__Given entries__
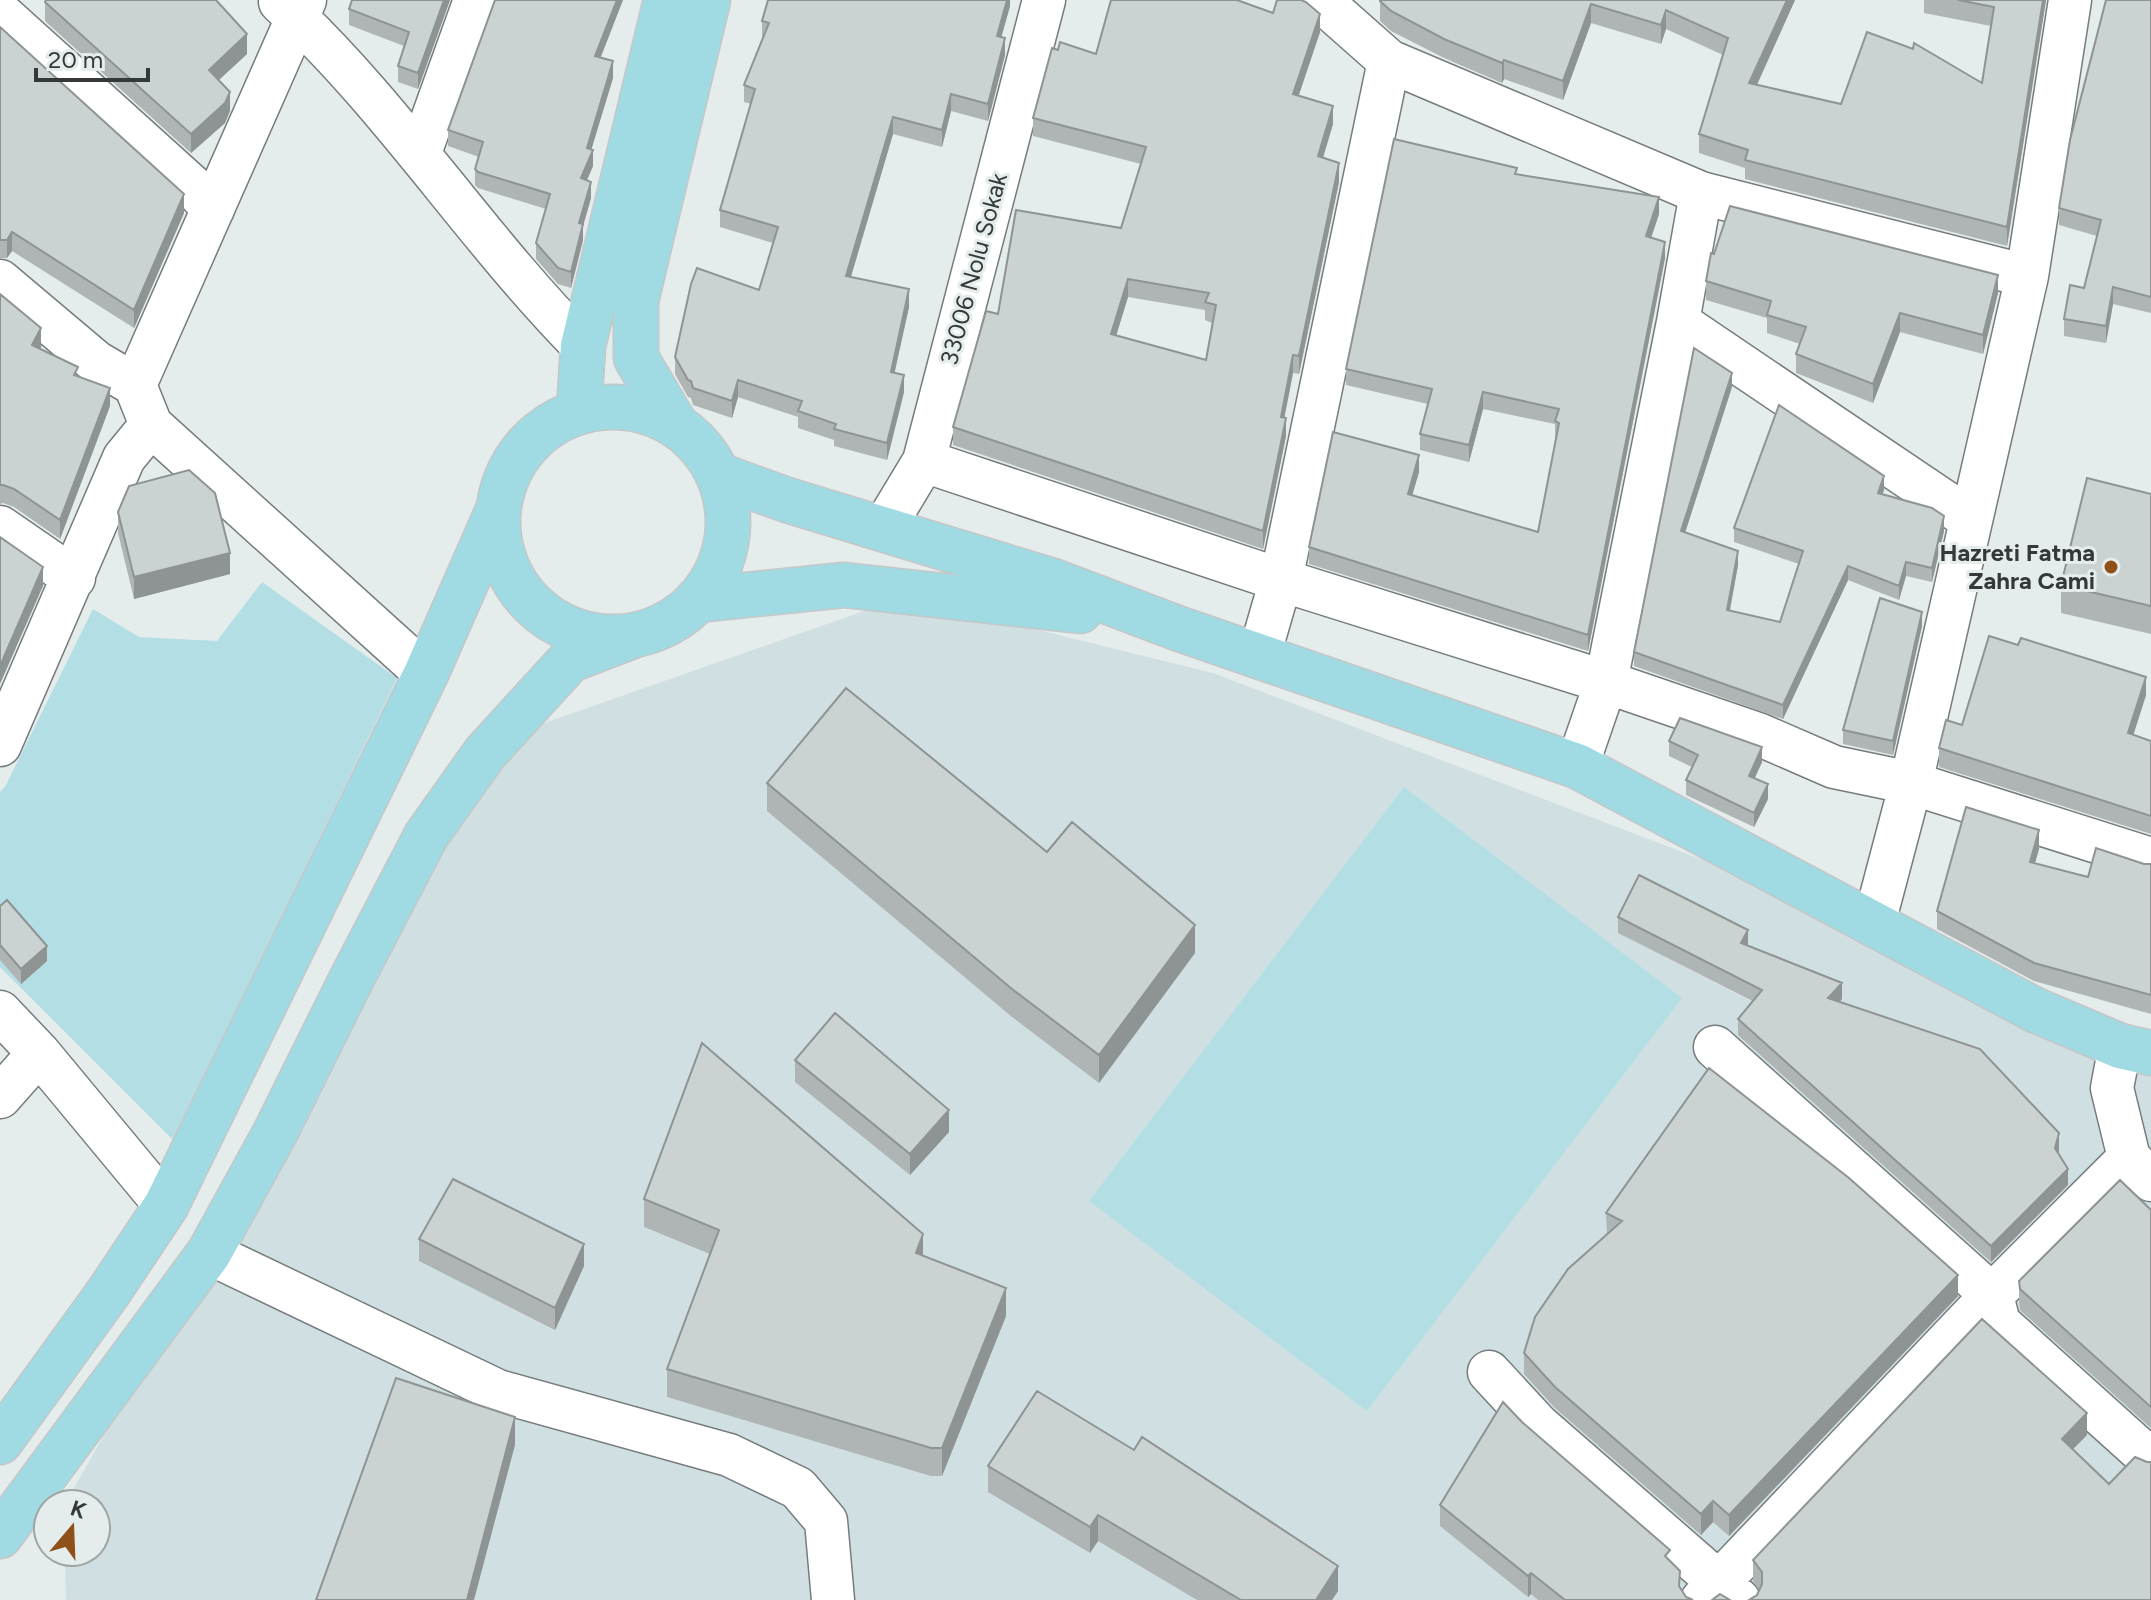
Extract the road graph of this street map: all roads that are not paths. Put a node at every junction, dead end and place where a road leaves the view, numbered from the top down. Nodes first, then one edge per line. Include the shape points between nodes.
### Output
1 (475, 0) edge
2 (666, 0) edge
3 (708, 0) edge
4 (1044, 0) edge
5 (1320, 0) edge
6 (2070, 0) edge
7 (294, 6) edge
8 (0, 13) edge
9 (1389, 61) junction
10 (420, 153) junction
11 (1701, 193) junction
12 (213, 209) junction
13 (2027, 276) junction
14 (0, 281) edge
15 (1678, 322) junction
16 (583, 346) junction
17 (135, 385) junction
18 (579, 411) junction
19 (675, 424) junction
20 (151, 425) junction
21 (924, 461) junction
22 (718, 475) junction
23 (498, 510) junction
24 (1970, 519) junction
25 (0, 527) edge
26 (883, 529) junction
27 (74, 578) junction
28 (1281, 580) junction
29 (697, 600) junction
30 (1177, 628) junction
31 (635, 635) junction
32 (1259, 656) junction
33 (426, 674) junction
34 (1606, 682) junction
35 (0, 745) edge
36 (1577, 766) junction
37 (1911, 783) junction
38 (2151, 859) edge
39 (1874, 923) junction
40 (0, 1012) edge
41 (1715, 1047) dead end
42 (2136, 1049) edge
43 (39, 1053) junction
44 (0, 1097) edge
45 (2140, 1169) edge
46 (166, 1206) junction
47 (209, 1253) junction
48 (1992, 1295) junction
49 (1489, 1372) dead end
50 (0, 1442) edge
51 (2151, 1460) edge
52 (0, 1536) edge
53 (1720, 1594) edge
54 (833, 1600) edge

1 - 10 street
2 - 16 main road
3 - 19 main road via 636,301 636,358
4 - 21 street, 33006 Nolu Sokak
5 - 9 street
6 - 13 street
7 - 10 street
7 - 12 street
8 - 12 street
9 - 11 street
9 - 28 street
10 - 16 street via 549,312
11 - 13 street
11 - 15 street
12 - 17 street
13 - 24 street
14 - 17 street via 96,362
15 - 24 street
15 - 34 street
16 - 18 main road
17 - 20 street
18 - 19 main road via 612,406
18 - 23 main road via 540,432 520,455
19 - 22 main road via 700,446
20 - 27 street via 124,458
20 - 33 street
21 - 26 street, 33006 Nolu Sokak
21 - 28 street
22 - 26 main road
22 - 29 main road via 728,507 727,541 716,573
23 - 31 main road via 500,546 513,579 535,607 565,626 600,636
23 - 33 main road
24 - 37 street
25 - 27 street
26 - 30 main road via 1053,581
27 - 35 street
28 - 32 street
28 - 34 street
29 - 30 main road via 844,585 1059,607
29 - 31 main road via 669,622
30 - 32 main road
31 - 47 main road via 570,660 485,753 426,836
32 - 36 main road
33 - 46 main road
34 - 36 street
34 - 37 street via 1758,734 1834,767
36 - 39 main road
37 - 38 street
37 - 39 street
39 - 42 main road via 2035,1010
40 - 43 street
41 - 48 street
42 - 45 street via 2112,1088
43 - 44 street
43 - 46 street
45 - 48 street
46 - 50 main road
47 - 52 main road
47 - 54 street via 498,1391 729,1455 798,1488 826,1521
48 - 51 street via 1999,1323
48 - 53 street
49 - 53 street via 1538,1425

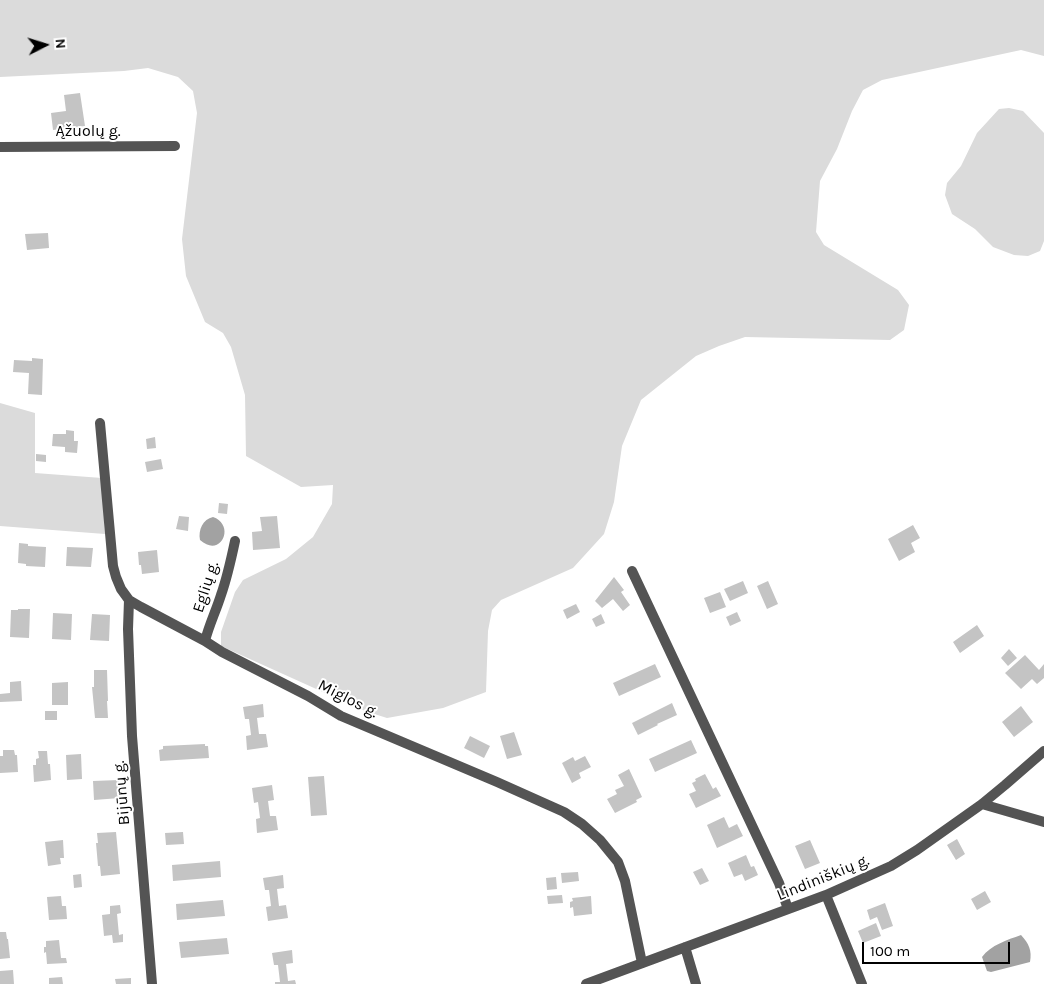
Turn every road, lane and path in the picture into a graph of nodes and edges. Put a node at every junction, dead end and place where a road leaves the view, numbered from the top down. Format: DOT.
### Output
graph roads {
  1 [pos="0,146"];
  2 [pos="175,146"];
  3 [pos="100,423"];
  4 [pos="235,541"];
  5 [pos="632,571"];
  6 [pos="129,600"];
  7 [pos="205,641"];
  8 [pos="1044,751"];
  9 [pos="982,804"];
  10 [pos="1044,822"];
  11 [pos="826,895"];
  12 [pos="788,909"];
  13 [pos="685,947"];
  14 [pos="642,963"];
  15 [pos="152,984"];
  16 [pos="586,984"];
  17 [pos="696,984"];
  18 [pos="862,984"];
  1 -- 2 [label="street, Ąžuolų g."];
  3 -- 6 [label="street"];
  4 -- 7 [label="street, Eglių g."];
  5 -- 12 [label="street"];
  6 -- 7 [label="street, Miglos g."];
  6 -- 15 [label="street, Bijūnų g."];
  7 -- 14 [label="street, Miglos g."];
  8 -- 9 [label="street, Lindiniškių g."];
  9 -- 10 [label="street"];
  9 -- 11 [label="street, Lindiniškių g."];
  11 -- 12 [label="street, Lindiniškių g."];
  11 -- 18 [label="street"];
  12 -- 13 [label="street, Lindiniškių g."];
  13 -- 14 [label="street, Lindiniškių g."];
  13 -- 17 [label="street"];
  14 -- 16 [label="street, Lindiniškių g."];
}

__Work task__
When you reproduce the data shown above, keep each line exact and omit every picture.

__Problem solution__
Extract the road graph of this street map: all roads that are not paths. Put a node at every junction, dead end and place where a road leaves the view, numbered from the top down. Nodes first, then one edge per line. Include the shape points between nodes.
### Output
1 (475, 0) edge
2 (666, 0) edge
3 (708, 0) edge
4 (1044, 0) edge
5 (1320, 0) edge
6 (2070, 0) edge
7 (294, 6) edge
8 (0, 13) edge
9 (1389, 61) junction
10 (420, 153) junction
11 (1701, 193) junction
12 (213, 209) junction
13 (2027, 276) junction
14 (0, 281) edge
15 (1678, 322) junction
16 (583, 346) junction
17 (135, 385) junction
18 (579, 411) junction
19 (675, 424) junction
20 (151, 425) junction
21 (924, 461) junction
22 (718, 475) junction
23 (498, 510) junction
24 (1970, 519) junction
25 (0, 527) edge
26 (883, 529) junction
27 (74, 578) junction
28 (1281, 580) junction
29 (697, 600) junction
30 (1177, 628) junction
31 (635, 635) junction
32 (1259, 656) junction
33 (426, 674) junction
34 (1606, 682) junction
35 (0, 745) edge
36 (1577, 766) junction
37 (1911, 783) junction
38 (2151, 859) edge
39 (1874, 923) junction
40 (0, 1012) edge
41 (1715, 1047) dead end
42 (2136, 1049) edge
43 (39, 1053) junction
44 (0, 1097) edge
45 (2140, 1169) edge
46 (166, 1206) junction
47 (209, 1253) junction
48 (1992, 1295) junction
49 (1489, 1372) dead end
50 (0, 1442) edge
51 (2151, 1460) edge
52 (0, 1536) edge
53 (1720, 1594) edge
54 (833, 1600) edge

1 - 10 street
2 - 16 main road
3 - 19 main road via 636,301 636,358
4 - 21 street, 33006 Nolu Sokak
5 - 9 street
6 - 13 street
7 - 10 street
7 - 12 street
8 - 12 street
9 - 11 street
9 - 28 street
10 - 16 street via 549,312
11 - 13 street
11 - 15 street
12 - 17 street
13 - 24 street
14 - 17 street via 96,362
15 - 24 street
15 - 34 street
16 - 18 main road
17 - 20 street
18 - 19 main road via 612,406
18 - 23 main road via 540,432 520,455
19 - 22 main road via 700,446
20 - 27 street via 124,458
20 - 33 street
21 - 26 street, 33006 Nolu Sokak
21 - 28 street
22 - 26 main road
22 - 29 main road via 728,507 727,541 716,573
23 - 31 main road via 500,546 513,579 535,607 565,626 600,636
23 - 33 main road
24 - 37 street
25 - 27 street
26 - 30 main road via 1053,581
27 - 35 street
28 - 32 street
28 - 34 street
29 - 30 main road via 844,585 1059,607
29 - 31 main road via 669,622
30 - 32 main road
31 - 47 main road via 570,660 485,753 426,836
32 - 36 main road
33 - 46 main road
34 - 36 street
34 - 37 street via 1758,734 1834,767
36 - 39 main road
37 - 38 street
37 - 39 street
39 - 42 main road via 2035,1010
40 - 43 street
41 - 48 street
42 - 45 street via 2112,1088
43 - 44 street
43 - 46 street
45 - 48 street
46 - 50 main road
47 - 52 main road
47 - 54 street via 498,1391 729,1455 798,1488 826,1521
48 - 51 street via 1999,1323
48 - 53 street
49 - 53 street via 1538,1425

Turn every road, lane and path in the picture into a graph of nodes and edges. Put a node at every junction, dead end and place where a road leaves the view, numbered from the top down. Format: DOT.
### Output
graph roads {
  1 [pos="0,146"];
  2 [pos="175,146"];
  3 [pos="100,423"];
  4 [pos="235,541"];
  5 [pos="632,571"];
  6 [pos="129,600"];
  7 [pos="205,641"];
  8 [pos="1044,751"];
  9 [pos="982,804"];
  10 [pos="1044,822"];
  11 [pos="826,895"];
  12 [pos="788,909"];
  13 [pos="685,947"];
  14 [pos="642,963"];
  15 [pos="152,984"];
  16 [pos="586,984"];
  17 [pos="696,984"];
  18 [pos="862,984"];
  1 -- 2 [label="street, Ąžuolų g."];
  3 -- 6 [label="street"];
  4 -- 7 [label="street, Eglių g."];
  5 -- 12 [label="street"];
  6 -- 7 [label="street, Miglos g."];
  6 -- 15 [label="street, Bijūnų g."];
  7 -- 14 [label="street, Miglos g."];
  8 -- 9 [label="street, Lindiniškių g."];
  9 -- 10 [label="street"];
  9 -- 11 [label="street, Lindiniškių g."];
  11 -- 12 [label="street, Lindiniškių g."];
  11 -- 18 [label="street"];
  12 -- 13 [label="street, Lindiniškių g."];
  13 -- 14 [label="street, Lindiniškių g."];
  13 -- 17 [label="street"];
  14 -- 16 [label="street, Lindiniškių g."];
}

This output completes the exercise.